Collected data entries
------------------------------------------------

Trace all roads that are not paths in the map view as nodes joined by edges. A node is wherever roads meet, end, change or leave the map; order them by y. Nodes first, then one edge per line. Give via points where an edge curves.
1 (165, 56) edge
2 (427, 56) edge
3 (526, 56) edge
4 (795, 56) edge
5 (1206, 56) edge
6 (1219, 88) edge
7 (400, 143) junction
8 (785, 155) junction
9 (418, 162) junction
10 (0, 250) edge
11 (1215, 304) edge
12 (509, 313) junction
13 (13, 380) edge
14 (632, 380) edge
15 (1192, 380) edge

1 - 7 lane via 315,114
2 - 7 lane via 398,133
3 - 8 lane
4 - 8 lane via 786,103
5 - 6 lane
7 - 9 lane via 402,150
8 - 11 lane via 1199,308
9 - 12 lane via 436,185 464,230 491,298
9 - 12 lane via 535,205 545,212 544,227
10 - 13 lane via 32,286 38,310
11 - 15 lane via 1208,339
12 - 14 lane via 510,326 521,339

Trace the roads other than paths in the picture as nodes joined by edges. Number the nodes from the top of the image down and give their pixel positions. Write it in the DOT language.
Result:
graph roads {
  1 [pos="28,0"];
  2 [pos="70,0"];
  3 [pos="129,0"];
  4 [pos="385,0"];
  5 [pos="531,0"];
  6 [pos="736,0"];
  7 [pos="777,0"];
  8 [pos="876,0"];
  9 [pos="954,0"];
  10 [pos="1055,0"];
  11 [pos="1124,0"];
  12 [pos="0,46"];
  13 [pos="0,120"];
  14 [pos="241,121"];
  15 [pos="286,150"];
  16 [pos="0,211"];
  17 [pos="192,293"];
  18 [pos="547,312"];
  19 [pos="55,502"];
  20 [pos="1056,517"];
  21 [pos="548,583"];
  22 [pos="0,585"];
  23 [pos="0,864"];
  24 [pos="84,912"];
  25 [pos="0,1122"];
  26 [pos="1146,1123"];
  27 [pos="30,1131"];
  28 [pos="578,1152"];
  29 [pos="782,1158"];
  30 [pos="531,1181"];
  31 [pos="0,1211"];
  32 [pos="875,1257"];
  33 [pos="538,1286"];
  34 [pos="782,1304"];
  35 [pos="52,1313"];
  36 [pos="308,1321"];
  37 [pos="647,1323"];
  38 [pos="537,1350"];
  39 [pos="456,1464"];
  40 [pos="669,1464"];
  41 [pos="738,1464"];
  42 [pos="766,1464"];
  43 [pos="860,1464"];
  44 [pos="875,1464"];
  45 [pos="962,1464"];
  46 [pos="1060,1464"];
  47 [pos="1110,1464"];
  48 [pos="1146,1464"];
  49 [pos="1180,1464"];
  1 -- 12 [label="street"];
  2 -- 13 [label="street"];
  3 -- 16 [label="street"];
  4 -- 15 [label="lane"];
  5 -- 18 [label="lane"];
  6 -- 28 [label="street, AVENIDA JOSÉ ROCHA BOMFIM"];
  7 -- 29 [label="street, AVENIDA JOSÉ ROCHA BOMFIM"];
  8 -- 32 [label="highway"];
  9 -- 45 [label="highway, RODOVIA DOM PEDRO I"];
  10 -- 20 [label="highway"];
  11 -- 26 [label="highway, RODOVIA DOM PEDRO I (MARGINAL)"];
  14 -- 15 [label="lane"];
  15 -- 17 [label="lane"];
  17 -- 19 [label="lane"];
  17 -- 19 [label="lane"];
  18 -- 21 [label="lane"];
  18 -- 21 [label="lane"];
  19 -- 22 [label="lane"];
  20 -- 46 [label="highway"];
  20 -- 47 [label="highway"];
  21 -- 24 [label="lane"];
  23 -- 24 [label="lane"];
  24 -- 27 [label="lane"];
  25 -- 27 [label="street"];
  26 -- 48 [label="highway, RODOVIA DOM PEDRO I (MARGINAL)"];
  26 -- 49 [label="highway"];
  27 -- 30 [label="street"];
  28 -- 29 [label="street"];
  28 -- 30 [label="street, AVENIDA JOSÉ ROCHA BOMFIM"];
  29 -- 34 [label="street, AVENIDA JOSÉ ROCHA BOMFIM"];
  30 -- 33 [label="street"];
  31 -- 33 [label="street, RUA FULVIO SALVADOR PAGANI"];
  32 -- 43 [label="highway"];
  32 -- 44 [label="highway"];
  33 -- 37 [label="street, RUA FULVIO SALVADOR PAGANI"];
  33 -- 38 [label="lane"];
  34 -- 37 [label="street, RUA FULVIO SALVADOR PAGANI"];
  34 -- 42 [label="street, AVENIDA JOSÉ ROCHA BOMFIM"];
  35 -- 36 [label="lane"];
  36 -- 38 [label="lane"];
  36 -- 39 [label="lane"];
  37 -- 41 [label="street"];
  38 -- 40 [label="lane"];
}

------------------------------------------------

All of the data above needs to be retyped exactly, with each line as it stands.

→ Output for this task:
Trace all roads that are not paths in the map view as nodes joined by edges. A node is wherever roads meet, end, change or leave the map; order them by y. Nodes first, then one edge per line. Give via points where an edge curves.
1 (165, 56) edge
2 (427, 56) edge
3 (526, 56) edge
4 (795, 56) edge
5 (1206, 56) edge
6 (1219, 88) edge
7 (400, 143) junction
8 (785, 155) junction
9 (418, 162) junction
10 (0, 250) edge
11 (1215, 304) edge
12 (509, 313) junction
13 (13, 380) edge
14 (632, 380) edge
15 (1192, 380) edge

1 - 7 lane via 315,114
2 - 7 lane via 398,133
3 - 8 lane
4 - 8 lane via 786,103
5 - 6 lane
7 - 9 lane via 402,150
8 - 11 lane via 1199,308
9 - 12 lane via 436,185 464,230 491,298
9 - 12 lane via 535,205 545,212 544,227
10 - 13 lane via 32,286 38,310
11 - 15 lane via 1208,339
12 - 14 lane via 510,326 521,339

Trace the roads other than paths in the picture as nodes joined by edges. Number the nodes from the top of the image down and give their pixel positions. Write it in the DOT language.
Result:
graph roads {
  1 [pos="28,0"];
  2 [pos="70,0"];
  3 [pos="129,0"];
  4 [pos="385,0"];
  5 [pos="531,0"];
  6 [pos="736,0"];
  7 [pos="777,0"];
  8 [pos="876,0"];
  9 [pos="954,0"];
  10 [pos="1055,0"];
  11 [pos="1124,0"];
  12 [pos="0,46"];
  13 [pos="0,120"];
  14 [pos="241,121"];
  15 [pos="286,150"];
  16 [pos="0,211"];
  17 [pos="192,293"];
  18 [pos="547,312"];
  19 [pos="55,502"];
  20 [pos="1056,517"];
  21 [pos="548,583"];
  22 [pos="0,585"];
  23 [pos="0,864"];
  24 [pos="84,912"];
  25 [pos="0,1122"];
  26 [pos="1146,1123"];
  27 [pos="30,1131"];
  28 [pos="578,1152"];
  29 [pos="782,1158"];
  30 [pos="531,1181"];
  31 [pos="0,1211"];
  32 [pos="875,1257"];
  33 [pos="538,1286"];
  34 [pos="782,1304"];
  35 [pos="52,1313"];
  36 [pos="308,1321"];
  37 [pos="647,1323"];
  38 [pos="537,1350"];
  39 [pos="456,1464"];
  40 [pos="669,1464"];
  41 [pos="738,1464"];
  42 [pos="766,1464"];
  43 [pos="860,1464"];
  44 [pos="875,1464"];
  45 [pos="962,1464"];
  46 [pos="1060,1464"];
  47 [pos="1110,1464"];
  48 [pos="1146,1464"];
  49 [pos="1180,1464"];
  1 -- 12 [label="street"];
  2 -- 13 [label="street"];
  3 -- 16 [label="street"];
  4 -- 15 [label="lane"];
  5 -- 18 [label="lane"];
  6 -- 28 [label="street, AVENIDA JOSÉ ROCHA BOMFIM"];
  7 -- 29 [label="street, AVENIDA JOSÉ ROCHA BOMFIM"];
  8 -- 32 [label="highway"];
  9 -- 45 [label="highway, RODOVIA DOM PEDRO I"];
  10 -- 20 [label="highway"];
  11 -- 26 [label="highway, RODOVIA DOM PEDRO I (MARGINAL)"];
  14 -- 15 [label="lane"];
  15 -- 17 [label="lane"];
  17 -- 19 [label="lane"];
  17 -- 19 [label="lane"];
  18 -- 21 [label="lane"];
  18 -- 21 [label="lane"];
  19 -- 22 [label="lane"];
  20 -- 46 [label="highway"];
  20 -- 47 [label="highway"];
  21 -- 24 [label="lane"];
  23 -- 24 [label="lane"];
  24 -- 27 [label="lane"];
  25 -- 27 [label="street"];
  26 -- 48 [label="highway, RODOVIA DOM PEDRO I (MARGINAL)"];
  26 -- 49 [label="highway"];
  27 -- 30 [label="street"];
  28 -- 29 [label="street"];
  28 -- 30 [label="street, AVENIDA JOSÉ ROCHA BOMFIM"];
  29 -- 34 [label="street, AVENIDA JOSÉ ROCHA BOMFIM"];
  30 -- 33 [label="street"];
  31 -- 33 [label="street, RUA FULVIO SALVADOR PAGANI"];
  32 -- 43 [label="highway"];
  32 -- 44 [label="highway"];
  33 -- 37 [label="street, RUA FULVIO SALVADOR PAGANI"];
  33 -- 38 [label="lane"];
  34 -- 37 [label="street, RUA FULVIO SALVADOR PAGANI"];
  34 -- 42 [label="street, AVENIDA JOSÉ ROCHA BOMFIM"];
  35 -- 36 [label="lane"];
  36 -- 38 [label="lane"];
  36 -- 39 [label="lane"];
  37 -- 41 [label="street"];
  38 -- 40 [label="lane"];
}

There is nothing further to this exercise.